Return every line from the records below in which the word "محمدی" is found.

Start of LISTED ENTRIES

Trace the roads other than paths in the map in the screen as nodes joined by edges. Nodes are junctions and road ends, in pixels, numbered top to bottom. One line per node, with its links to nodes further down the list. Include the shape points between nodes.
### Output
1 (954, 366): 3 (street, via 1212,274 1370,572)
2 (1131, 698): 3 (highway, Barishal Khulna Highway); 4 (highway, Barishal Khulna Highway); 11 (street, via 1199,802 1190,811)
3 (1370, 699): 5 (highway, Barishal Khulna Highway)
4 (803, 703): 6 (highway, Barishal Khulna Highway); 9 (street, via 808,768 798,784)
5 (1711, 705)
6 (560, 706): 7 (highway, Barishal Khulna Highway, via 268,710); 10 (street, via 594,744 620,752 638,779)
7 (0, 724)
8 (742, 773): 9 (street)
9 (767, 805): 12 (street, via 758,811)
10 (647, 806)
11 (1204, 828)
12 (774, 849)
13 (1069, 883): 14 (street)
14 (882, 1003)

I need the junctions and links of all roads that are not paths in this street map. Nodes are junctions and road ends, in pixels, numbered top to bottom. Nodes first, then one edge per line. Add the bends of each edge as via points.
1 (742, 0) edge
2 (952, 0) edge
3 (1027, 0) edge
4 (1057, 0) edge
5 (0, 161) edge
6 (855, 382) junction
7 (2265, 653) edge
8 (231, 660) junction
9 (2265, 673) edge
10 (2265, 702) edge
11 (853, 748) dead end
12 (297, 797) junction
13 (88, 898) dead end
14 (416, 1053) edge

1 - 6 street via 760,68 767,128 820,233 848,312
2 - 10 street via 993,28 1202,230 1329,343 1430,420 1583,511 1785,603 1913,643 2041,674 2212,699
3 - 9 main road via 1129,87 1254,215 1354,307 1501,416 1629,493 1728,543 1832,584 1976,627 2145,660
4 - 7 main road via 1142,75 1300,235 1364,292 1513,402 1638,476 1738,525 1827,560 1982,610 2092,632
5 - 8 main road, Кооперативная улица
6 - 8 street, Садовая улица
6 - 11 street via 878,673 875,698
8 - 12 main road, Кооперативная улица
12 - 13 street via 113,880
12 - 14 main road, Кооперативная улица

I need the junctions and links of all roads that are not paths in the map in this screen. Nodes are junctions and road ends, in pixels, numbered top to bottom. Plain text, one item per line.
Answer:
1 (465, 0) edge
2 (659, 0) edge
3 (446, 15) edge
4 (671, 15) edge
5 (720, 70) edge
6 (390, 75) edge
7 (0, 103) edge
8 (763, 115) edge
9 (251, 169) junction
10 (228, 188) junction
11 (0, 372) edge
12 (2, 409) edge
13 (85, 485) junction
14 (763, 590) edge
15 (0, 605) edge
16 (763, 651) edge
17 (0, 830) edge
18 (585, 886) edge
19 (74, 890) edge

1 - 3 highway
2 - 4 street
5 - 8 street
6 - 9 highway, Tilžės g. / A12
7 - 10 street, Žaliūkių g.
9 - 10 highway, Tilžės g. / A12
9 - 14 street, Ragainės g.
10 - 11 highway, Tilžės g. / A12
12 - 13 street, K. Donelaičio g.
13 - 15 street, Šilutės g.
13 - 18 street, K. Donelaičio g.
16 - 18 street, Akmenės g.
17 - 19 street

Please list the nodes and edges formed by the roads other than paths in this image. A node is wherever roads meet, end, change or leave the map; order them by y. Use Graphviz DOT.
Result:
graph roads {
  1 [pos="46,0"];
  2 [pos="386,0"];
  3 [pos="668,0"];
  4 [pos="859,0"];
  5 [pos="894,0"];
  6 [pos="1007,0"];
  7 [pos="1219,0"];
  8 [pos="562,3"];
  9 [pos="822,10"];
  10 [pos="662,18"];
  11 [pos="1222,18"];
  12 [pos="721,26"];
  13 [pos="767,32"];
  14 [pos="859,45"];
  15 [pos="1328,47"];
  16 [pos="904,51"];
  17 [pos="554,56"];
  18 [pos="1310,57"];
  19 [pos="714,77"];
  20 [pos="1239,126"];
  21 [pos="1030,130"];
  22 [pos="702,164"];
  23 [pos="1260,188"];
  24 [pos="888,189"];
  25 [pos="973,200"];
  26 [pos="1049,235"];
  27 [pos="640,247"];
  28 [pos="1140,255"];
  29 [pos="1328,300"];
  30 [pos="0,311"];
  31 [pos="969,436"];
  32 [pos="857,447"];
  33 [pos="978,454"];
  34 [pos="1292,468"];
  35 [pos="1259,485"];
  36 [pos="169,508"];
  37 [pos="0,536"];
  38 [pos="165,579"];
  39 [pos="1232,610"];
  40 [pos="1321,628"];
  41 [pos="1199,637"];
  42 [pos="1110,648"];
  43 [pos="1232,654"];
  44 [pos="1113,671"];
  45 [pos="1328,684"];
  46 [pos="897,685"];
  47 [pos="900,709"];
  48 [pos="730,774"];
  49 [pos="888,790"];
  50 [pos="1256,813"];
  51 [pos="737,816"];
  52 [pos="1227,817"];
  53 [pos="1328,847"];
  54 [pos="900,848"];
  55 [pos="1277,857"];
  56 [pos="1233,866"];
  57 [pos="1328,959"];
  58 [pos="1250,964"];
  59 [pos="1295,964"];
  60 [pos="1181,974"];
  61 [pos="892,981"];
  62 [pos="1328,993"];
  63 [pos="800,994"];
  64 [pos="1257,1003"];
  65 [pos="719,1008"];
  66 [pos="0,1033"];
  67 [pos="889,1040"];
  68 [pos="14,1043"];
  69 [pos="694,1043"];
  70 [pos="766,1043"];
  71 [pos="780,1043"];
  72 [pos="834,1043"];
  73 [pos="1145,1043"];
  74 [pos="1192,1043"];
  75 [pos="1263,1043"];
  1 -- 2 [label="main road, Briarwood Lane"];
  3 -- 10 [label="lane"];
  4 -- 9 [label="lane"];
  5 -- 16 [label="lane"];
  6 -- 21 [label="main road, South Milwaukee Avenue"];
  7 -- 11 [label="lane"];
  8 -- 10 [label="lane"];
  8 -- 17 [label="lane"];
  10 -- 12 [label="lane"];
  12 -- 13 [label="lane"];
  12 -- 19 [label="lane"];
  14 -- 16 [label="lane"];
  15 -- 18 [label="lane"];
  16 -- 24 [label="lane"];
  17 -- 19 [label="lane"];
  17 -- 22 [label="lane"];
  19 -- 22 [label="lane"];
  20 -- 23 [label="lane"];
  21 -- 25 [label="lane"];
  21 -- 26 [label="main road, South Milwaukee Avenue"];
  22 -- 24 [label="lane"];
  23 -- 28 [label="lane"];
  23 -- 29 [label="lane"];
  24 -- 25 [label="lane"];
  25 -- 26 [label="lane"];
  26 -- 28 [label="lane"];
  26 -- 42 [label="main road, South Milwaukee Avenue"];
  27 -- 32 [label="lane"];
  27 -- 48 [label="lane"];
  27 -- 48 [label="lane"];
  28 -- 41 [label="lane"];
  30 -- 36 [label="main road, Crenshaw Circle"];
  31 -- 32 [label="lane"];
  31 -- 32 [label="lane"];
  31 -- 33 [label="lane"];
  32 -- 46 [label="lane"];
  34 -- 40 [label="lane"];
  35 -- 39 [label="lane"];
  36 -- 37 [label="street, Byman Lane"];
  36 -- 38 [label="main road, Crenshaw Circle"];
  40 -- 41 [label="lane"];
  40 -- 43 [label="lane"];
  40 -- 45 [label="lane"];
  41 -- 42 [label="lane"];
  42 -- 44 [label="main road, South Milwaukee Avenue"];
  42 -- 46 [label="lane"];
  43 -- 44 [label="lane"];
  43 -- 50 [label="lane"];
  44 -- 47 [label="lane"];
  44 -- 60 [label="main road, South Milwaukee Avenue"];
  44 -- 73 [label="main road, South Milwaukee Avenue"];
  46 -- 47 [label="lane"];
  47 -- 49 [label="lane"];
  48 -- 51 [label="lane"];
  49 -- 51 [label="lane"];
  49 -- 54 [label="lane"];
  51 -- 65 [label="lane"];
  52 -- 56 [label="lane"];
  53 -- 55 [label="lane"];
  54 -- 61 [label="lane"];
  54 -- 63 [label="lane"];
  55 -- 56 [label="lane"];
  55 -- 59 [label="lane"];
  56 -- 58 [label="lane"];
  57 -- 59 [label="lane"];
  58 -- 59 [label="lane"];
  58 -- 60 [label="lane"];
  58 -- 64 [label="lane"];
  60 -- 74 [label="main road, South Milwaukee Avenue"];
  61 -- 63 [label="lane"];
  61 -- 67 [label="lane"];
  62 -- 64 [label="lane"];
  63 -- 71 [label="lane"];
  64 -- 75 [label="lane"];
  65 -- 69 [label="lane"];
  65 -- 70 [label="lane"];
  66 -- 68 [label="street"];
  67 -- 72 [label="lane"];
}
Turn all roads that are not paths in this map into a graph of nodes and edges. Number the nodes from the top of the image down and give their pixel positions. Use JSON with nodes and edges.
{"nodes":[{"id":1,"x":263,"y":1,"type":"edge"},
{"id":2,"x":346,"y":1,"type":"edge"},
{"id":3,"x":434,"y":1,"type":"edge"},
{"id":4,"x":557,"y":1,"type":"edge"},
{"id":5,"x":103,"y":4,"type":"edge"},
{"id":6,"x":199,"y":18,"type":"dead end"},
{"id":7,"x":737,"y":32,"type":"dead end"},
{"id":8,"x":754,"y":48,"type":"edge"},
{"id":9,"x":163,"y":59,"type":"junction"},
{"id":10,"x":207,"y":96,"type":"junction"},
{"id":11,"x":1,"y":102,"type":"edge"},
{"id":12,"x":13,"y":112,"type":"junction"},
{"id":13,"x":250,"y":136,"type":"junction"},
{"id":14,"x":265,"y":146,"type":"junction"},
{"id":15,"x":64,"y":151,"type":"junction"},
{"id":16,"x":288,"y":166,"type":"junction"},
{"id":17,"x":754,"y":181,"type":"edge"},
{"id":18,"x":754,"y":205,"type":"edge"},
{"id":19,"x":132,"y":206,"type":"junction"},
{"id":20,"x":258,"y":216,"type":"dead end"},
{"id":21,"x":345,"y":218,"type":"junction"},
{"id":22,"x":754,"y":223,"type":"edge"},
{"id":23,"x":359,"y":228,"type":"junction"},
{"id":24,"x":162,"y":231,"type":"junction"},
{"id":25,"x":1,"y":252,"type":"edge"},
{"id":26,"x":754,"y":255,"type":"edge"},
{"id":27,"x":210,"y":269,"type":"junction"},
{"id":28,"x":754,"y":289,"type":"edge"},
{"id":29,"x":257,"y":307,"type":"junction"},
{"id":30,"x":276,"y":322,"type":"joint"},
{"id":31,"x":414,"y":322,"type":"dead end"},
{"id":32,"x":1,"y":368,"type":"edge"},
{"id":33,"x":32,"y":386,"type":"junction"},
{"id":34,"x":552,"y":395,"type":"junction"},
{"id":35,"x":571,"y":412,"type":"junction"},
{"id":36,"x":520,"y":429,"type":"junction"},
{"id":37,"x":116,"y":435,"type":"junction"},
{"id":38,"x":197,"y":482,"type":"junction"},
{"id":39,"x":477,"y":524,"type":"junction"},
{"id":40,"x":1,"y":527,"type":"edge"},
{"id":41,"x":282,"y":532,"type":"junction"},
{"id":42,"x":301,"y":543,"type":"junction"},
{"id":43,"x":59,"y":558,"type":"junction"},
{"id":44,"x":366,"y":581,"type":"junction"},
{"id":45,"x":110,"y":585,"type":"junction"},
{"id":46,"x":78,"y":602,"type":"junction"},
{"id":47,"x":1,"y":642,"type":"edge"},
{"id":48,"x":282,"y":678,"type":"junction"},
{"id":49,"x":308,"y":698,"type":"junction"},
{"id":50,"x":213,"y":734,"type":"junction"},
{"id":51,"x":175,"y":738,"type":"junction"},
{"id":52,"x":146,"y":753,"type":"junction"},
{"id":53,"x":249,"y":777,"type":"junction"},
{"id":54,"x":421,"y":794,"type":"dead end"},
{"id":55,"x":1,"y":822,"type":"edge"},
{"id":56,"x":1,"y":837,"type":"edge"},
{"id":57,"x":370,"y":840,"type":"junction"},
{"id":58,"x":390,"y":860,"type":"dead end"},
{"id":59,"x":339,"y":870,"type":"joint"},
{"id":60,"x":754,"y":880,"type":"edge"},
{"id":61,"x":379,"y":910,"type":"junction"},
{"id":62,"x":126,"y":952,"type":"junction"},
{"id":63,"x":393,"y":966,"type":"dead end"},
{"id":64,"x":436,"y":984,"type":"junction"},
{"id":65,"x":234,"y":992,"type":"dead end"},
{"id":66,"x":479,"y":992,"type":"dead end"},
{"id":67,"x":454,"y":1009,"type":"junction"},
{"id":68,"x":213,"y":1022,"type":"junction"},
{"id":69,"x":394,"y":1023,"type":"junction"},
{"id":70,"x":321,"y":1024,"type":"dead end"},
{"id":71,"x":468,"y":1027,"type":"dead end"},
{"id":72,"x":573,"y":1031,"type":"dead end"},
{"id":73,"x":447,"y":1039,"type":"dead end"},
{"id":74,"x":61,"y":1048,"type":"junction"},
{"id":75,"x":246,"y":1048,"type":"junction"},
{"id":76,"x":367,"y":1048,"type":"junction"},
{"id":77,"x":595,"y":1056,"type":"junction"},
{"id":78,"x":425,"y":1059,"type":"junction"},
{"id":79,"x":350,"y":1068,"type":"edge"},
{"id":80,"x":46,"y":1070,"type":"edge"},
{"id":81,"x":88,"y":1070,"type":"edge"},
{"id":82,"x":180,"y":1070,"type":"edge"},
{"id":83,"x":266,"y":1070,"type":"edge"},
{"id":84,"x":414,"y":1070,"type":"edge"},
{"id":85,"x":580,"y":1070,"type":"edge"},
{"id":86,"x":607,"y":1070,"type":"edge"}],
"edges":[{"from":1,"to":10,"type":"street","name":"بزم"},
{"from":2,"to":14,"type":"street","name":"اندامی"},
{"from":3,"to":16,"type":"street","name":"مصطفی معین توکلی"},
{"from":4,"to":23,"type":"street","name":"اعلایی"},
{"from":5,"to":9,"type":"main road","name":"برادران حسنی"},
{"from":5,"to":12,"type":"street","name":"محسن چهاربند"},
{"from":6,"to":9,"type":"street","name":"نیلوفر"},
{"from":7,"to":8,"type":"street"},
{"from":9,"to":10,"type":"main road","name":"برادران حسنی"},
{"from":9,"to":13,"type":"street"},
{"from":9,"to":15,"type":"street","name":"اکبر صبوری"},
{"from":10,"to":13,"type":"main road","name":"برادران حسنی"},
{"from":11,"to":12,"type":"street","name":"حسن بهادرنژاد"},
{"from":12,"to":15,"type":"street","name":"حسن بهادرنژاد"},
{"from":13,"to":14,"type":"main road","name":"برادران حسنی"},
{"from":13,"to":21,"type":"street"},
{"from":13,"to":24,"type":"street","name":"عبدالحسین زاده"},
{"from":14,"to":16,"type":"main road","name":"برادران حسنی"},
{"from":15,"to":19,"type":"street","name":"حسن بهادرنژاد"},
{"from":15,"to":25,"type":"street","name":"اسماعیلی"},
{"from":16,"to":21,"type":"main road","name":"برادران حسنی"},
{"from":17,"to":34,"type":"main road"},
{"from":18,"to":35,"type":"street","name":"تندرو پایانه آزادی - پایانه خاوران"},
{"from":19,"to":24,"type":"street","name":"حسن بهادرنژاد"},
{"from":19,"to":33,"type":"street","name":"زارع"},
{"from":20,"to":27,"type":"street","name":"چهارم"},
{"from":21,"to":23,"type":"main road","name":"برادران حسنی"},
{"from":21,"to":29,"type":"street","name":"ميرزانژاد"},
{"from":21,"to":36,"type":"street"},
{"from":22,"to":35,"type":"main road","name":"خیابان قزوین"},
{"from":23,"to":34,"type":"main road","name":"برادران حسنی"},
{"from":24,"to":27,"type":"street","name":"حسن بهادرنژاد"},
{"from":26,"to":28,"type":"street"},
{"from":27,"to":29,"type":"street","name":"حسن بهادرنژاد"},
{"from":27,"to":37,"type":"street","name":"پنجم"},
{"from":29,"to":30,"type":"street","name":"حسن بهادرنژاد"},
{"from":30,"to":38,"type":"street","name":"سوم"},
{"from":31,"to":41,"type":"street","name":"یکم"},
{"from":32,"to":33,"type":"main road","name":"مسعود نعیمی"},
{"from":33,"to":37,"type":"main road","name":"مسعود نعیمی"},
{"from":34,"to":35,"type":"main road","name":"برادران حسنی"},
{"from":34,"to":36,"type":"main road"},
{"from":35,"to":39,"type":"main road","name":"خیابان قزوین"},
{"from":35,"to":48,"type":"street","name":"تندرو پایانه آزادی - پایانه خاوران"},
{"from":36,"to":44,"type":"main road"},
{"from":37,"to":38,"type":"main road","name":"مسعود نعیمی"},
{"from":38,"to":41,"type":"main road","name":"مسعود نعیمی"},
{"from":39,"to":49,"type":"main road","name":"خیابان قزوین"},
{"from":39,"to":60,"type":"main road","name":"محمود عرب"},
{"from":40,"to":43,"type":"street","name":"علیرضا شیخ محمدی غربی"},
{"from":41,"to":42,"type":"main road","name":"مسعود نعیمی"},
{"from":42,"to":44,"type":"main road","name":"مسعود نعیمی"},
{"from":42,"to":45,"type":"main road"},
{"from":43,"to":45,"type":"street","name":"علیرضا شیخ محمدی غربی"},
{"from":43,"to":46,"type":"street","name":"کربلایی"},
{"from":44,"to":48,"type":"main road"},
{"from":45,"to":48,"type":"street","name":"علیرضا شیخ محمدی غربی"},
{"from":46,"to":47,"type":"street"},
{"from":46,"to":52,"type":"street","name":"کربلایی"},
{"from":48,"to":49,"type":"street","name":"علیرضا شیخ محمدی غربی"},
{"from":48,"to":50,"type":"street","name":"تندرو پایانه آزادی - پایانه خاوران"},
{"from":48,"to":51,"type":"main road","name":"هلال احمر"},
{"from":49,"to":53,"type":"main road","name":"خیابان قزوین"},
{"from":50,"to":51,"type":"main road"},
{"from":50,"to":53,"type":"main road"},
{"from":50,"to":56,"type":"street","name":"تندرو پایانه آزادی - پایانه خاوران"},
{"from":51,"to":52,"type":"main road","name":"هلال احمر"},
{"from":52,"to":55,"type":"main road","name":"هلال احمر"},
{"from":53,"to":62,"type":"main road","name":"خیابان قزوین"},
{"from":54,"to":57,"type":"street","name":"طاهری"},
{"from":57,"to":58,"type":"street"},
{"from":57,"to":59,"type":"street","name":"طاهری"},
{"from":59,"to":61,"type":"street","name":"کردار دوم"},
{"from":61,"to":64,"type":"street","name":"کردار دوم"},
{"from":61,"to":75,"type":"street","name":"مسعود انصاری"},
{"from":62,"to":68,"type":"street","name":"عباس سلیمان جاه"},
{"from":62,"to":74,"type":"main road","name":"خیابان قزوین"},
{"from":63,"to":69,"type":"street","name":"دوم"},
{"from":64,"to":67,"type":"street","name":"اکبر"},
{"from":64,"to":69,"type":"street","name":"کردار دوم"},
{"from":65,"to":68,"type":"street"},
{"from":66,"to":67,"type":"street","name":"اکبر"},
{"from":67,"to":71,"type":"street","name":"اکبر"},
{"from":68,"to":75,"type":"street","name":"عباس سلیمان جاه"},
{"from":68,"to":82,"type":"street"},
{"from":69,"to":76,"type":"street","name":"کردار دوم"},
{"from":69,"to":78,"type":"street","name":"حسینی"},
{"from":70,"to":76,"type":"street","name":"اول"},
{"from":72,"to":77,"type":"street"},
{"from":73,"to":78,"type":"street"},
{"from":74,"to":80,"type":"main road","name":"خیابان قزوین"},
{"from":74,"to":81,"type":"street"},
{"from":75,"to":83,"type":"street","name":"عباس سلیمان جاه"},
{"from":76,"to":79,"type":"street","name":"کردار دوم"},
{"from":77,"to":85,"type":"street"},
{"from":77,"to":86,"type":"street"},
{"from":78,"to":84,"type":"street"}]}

End of LISTED ENTRIES

**FINISHED TASK**
{"from":40,"to":43,"type":"street","name":"علیرضا شیخ محمدی غربی"},
{"from":43,"to":45,"type":"street","name":"علیرضا شیخ محمدی غربی"},
{"from":45,"to":48,"type":"street","name":"علیرضا شیخ محمدی غربی"},
{"from":48,"to":49,"type":"street","name":"علیرضا شیخ محمدی غربی"},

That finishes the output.